1. Get to know the student and expectations. I'll ask about a child's learning style. Does he or she learn better by seeing, reading, doing, or listening? I'll ask about what they expect to accomplish during the sessions and what areas they want to concentrate on. This upfront assessment allows me to understand a student's needs and strengths, so I know where to begin. Then we will build a learning plan around those strengths and needs. 2.Determine the student's knowledge. We will assess and evaluate the student's skill set and understanding of the subject in relation to their grade level. We will then devise a personalized work plan for getting the student where he or she needs to be, or where they would like to go. 3. I'll make every effort to make a positive impression, because the first meeting sets the tone. I want to make sure the student feels comfortable and also learn about what motivates them. It's all about finding their interests and incorporating them into their course work. Another way to put a child at ease that I use is telling the student about me, my own experiences and interests, and begin to a build a relationship that emphasizes working side by side as opposed to presenting myself as an authoritative figure. 4. Collaborate with the student on a plan of action. Incorporate the student into the lesson planning so he or she becomes a part of his or her own learning process. It's also a good way to keep the lines of communication open.
How can you help a student become an independent learner?
1. Sequencing Instruction: Finding intriguing ways to sequence information is one method for promoting students' sense of discovery. 2. Recovery from Mistakes: Learning from past errors also provides capacity for continued student learning. By encouraging students to learn from failure, I attempt to ratchet up students curiosity for process solutions. Reinforcement of practices of revisiting and revising will concentrate the mind if done without judgment. Another example of recovery from mistake making is through teaching students how to improve their writing by having them revise papers they've already written. Students who experiment with new sentence patterns and advanced grammatical structures, not from a textbook but from their own previous essays, are learning from application.

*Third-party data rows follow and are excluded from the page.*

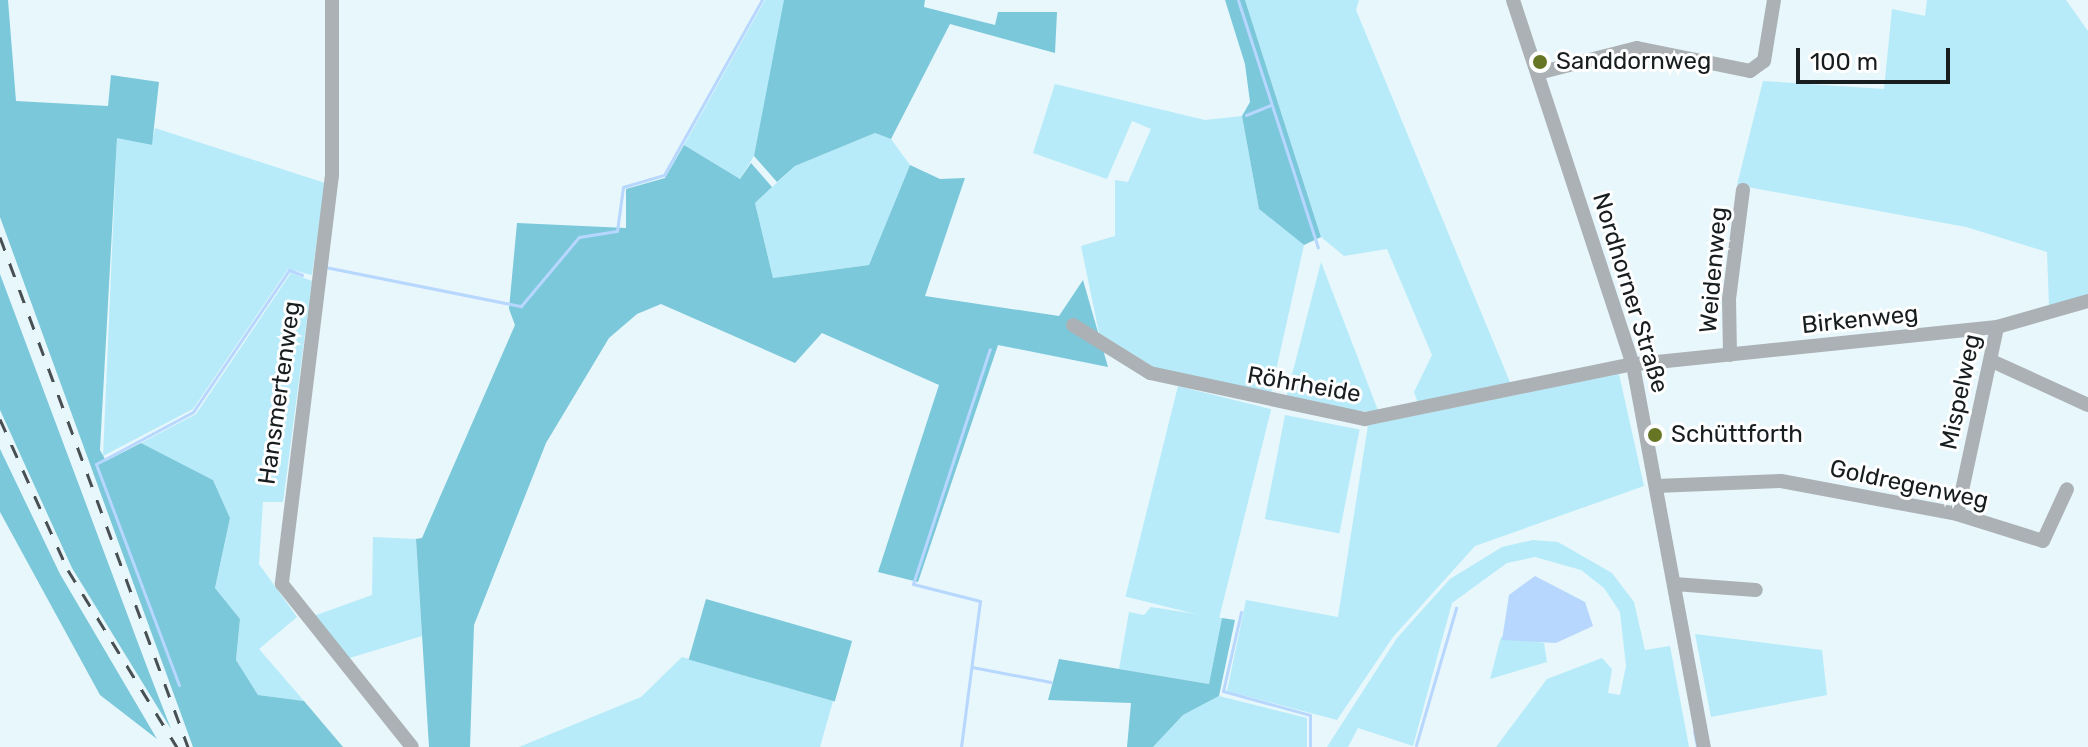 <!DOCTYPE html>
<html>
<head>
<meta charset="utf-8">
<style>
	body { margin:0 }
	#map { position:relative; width:2088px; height:747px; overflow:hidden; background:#e7f7fb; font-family:Rubik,sans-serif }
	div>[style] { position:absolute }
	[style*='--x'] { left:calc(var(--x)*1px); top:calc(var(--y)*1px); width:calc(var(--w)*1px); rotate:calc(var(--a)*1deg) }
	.green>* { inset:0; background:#b7ebf9; transform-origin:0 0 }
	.forest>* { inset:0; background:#7bc8db; transform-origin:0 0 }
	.water>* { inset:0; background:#b7d7fe }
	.stream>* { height:3px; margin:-1.5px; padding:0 1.5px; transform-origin:1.5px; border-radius:1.5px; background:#b7d7fe }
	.minor>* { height:14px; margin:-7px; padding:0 7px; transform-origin:7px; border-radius:7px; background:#acb1b5 }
	.rail>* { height:3px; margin-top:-1.5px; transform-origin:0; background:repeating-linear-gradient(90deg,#495053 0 14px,transparent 0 28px) }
	.dots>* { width:22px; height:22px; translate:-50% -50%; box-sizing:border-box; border:4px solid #fff; border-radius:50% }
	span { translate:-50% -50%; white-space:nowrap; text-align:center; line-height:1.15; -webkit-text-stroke:6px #fff; paint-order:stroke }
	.poi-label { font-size:24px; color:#181d1f }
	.left { translate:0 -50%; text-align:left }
	.street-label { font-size:24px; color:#181d1f }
	.scale { position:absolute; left:1796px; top:48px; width:154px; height:36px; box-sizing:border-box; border:4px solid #181d1f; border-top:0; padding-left:10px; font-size:24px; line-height:28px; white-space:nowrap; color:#181d1f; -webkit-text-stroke:6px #fff; paint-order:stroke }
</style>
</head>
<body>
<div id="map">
	<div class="green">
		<div style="clip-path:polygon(765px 0,784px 0,786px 13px,754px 156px,740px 179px,684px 145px)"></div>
		<div style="clip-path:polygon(1245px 0,1359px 0,1356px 10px,1512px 387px,1419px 406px,1414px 392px,1432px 355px,1387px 249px,1344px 256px,1321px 237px)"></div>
		<div style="clip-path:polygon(1927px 0,2066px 0,2088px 31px,2088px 296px,2049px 306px,2047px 252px,1966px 227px,1737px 185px,1763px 81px,1884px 89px,1892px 9px,1925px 16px)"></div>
		<div style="clip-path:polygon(1055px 84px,1205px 120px,1242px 116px,1259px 209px,1304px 245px,1270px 397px,1153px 367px,1099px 333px,1081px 246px,1115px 236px,1115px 180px,1128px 182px,1151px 129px,1132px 121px,1107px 179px,1033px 153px)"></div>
		<div style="clip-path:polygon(155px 128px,325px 183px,312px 275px,288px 269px,193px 409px,103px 456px,117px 137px,151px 145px)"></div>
		<div style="clip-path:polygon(875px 133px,891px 139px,910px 165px,869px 265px,773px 278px,755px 203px,795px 166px)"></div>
		<div style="clip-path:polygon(1321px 262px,1379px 413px,1285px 402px)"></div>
		<div style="clip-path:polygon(291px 273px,312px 281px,283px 502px,263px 502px,259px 564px,297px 617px,259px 649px,304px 701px,258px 695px,236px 660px,240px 619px,215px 588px,230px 518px,213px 480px,141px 443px,196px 414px)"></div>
		<div style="clip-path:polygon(1619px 374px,1644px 486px,1475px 546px,1393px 637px,1337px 720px,1227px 691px,1246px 600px,1338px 617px,1368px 425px)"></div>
		<div style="left:1178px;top:386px;width:96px;height:217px;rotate:14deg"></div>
		<div style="left:1285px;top:415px;width:76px;height:106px;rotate:11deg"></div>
		<div style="clip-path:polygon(373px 537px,416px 539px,422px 636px,343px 660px,308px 618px,372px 595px)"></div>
		<div style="clip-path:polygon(1533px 540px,1558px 542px,1612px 573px,1634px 602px,1645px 650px,1670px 646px,1689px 747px,1496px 747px,1547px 679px,1602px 658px,1612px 669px,1608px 693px,1620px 695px,1626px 666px,1620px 612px,1604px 588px,1581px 570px,1535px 557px,1507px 563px,1452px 603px,1413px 746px,1358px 728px,1348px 747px,1327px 747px,1397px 638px,1450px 579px,1502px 547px)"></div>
		<div style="clip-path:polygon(1151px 607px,1222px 618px,1209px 684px,1119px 669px,1129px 612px,1144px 615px)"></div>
		<div style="clip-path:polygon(1695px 634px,1822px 650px,1827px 695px,1711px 717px)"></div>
		<div style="clip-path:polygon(1501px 637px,1544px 643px,1547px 662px,1490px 679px)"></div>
		<div style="clip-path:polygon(682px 657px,833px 701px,820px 747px,519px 747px,641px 697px)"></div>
		<div style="clip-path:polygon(1219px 696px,1307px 718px,1307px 747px,1153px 747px,1183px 715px)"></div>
	</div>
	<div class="forest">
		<div style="clip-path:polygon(0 0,8px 0,16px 101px,108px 106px,111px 75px,159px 82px,152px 145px,117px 138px,100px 450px,106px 461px,141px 443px,213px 480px,230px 518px,215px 588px,240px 619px,236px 660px,258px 695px,304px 701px,343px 747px,193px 747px,0 217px)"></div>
		<div style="clip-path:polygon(784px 0,925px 0,924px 7px,995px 25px,998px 12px,1057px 12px,1055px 53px,950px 24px,891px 139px,875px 133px,795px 166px,777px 182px,754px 156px)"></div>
		<div style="clip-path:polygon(1225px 0,1245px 0,1321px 237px,1304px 245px,1259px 209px,1242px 116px,1250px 102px,1245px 64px)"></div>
		<div style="clip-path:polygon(684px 145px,740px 179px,751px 163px,772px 187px,755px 203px,773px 278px,869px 265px,910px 165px,940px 179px,965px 178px,925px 296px,1059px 316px,1083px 280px,1108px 367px,998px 345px,918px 582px,878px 572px,939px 385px,822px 333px,795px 363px,661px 304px,637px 314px,609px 338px,546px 443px,474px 625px,470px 747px,429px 747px,416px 539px,422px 538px,515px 325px,509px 309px,517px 223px,626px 228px,626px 189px,665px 178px)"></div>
		<div style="clip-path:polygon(0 274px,147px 667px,171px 729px,72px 568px,0 410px)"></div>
		<div style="clip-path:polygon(0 449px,60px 574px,157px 739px,100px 695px,0 512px)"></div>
		<div style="left:706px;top:599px;width:152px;height:63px;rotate:16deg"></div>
		<div style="clip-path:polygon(1222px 618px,1235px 620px,1219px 696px,1183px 715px,1153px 747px,1127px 747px,1131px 703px,1048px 700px,1059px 659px,1209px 684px)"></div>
	</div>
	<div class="water">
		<div style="clip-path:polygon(1535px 576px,1585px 602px,1593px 626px,1556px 643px,1502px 640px,1509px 595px)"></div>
	</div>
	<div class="stream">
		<div style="--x:1238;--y:0;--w:260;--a:72.1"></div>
		<div style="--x:1246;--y:115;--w:27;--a:-22"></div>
		<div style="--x:325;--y:267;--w:200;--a:11.3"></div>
		<div style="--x:521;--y:306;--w:90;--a:-50"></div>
		<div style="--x:579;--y:237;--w:38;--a:-9"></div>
		<div style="--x:617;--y:231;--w:44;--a:-82.2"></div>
		<div style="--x:623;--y:187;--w:43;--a:-16.3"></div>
		<div style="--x:664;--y:175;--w:201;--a:-60.8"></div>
		<div style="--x:1241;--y:612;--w:81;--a:102.8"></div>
		<div style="--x:1223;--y:691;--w:90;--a:15.4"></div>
		<div style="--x:1310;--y:715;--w:32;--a:90"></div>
		<div style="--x:972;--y:667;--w:80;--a:10.8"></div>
		<div style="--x:179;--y:685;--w:236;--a:-110.6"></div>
		<div style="--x:96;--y:464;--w:110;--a:-28.2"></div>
		<div style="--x:193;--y:412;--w:171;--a:-55.9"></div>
		<div style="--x:289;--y:270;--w:14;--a:21"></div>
		<div style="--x:1694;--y:731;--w:16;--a:79"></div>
		<div style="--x:1416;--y:745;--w:143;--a:-73.7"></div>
		<div style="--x:961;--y:747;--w:147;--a:-82.6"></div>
		<div style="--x:980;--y:601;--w:69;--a:-165.8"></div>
		<div style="--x:913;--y:584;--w:247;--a:-71.9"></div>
	</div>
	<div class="minor">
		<div style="--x:332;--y:0;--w:175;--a:90"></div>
		<div style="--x:332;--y:175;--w:412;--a:97"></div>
		<div style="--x:282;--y:584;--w:208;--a:51.4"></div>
		<div style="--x:1513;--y:0;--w:384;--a:71.8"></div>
		<div style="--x:1633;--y:365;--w:389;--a:79.5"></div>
		<div style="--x:1538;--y:73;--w:102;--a:-14.2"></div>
		<div style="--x:1637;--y:48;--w:115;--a:11.5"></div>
		<div style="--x:1750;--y:71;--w:17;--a:-36"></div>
		<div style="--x:1764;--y:61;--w:62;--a:-80.7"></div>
		<div style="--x:1073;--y:325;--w:91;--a:31.9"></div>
		<div style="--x:1150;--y:373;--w:220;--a:12.1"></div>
		<div style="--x:1365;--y:419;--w:268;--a:-11.6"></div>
		<div style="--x:1628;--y:365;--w:371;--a:-5.9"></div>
		<div style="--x:1997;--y:327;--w:95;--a:-15.9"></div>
		<div style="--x:1730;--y:355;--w:56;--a:-91"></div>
		<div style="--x:1729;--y:299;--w:110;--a:-82.7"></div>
		<div style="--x:1994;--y:362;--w:103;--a:24.6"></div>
		<div style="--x:1656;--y:486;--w:125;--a:-2.3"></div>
		<div style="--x:1781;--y:481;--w:179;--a:10.6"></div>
		<div style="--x:1957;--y:514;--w:90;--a:17.4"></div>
		<div style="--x:2043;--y:541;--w:57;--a:-65.2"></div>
		<div style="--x:1957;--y:514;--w:191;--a:-77.9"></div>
		<div style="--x:1674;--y:584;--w:82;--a:4.2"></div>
	</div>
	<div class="rail">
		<div style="--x:0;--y:237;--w:544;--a:69.76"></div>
		<div style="--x:0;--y:419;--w:166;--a:65.8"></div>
		<div style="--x:68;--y:570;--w:208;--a:58.4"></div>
	</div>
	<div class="dots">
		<div style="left:1540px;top:62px;background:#667624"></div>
		<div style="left:1655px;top:435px;background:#667624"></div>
	</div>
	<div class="poi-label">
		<span class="left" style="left:1556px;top:62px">Sanddornweg</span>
		<span class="left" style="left:1671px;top:435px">Schüttforth</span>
	</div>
	<div class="street-label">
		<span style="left:1714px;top:270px;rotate:-85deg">Weidenweg</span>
		<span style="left:1630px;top:293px;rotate:73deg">Nordhorner Straße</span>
		<span style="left:1860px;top:320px;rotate:-6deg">Birkenweg</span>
		<span style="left:1304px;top:385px;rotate:10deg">Röhrheide</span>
		<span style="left:1961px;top:392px;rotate:-78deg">Mispelweg</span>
		<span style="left:280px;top:393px;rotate:-82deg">Hansmertenweg</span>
		<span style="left:1909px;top:485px;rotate:12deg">Goldregenweg</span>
	</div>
	<div class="scale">100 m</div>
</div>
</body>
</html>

For improved expression, this is far more motivating and worthwhile than going back to a less personal source. 3. Setting Goals I also have had success by incorporating purposeful goals in my instruction. If students can be motivated into exploration and discovery in any subject, they will set certain goals for themselves in the classroom. Encouraging such goal setting, cultivates their focus even further. By testing and analyzing unique ideas, tutoring can grow students' attention capacity and show them the value of and methods for thinking independently. Only through strategy and design can the tutoring session become a laboratory of focus and attention.
How would you help a student stay motivated?
I strive to play a key role in motivating my students. Through one-on-one instructional approach, I can encourage my students to become self-motivated independent learners by giving consistent, frequent positive feedback that supports students.
If a student has difficulty learning a skill or concept, what would you do?
Children with learning difficulties or disabilities can, and do, succeed. The important thing to remember is that most kids with learning difficulties are just as smart as everyone else. They just need to be taught in ways that are tailored to their unique learning styles. This is why I seek the input of both the parent and student to understand the child.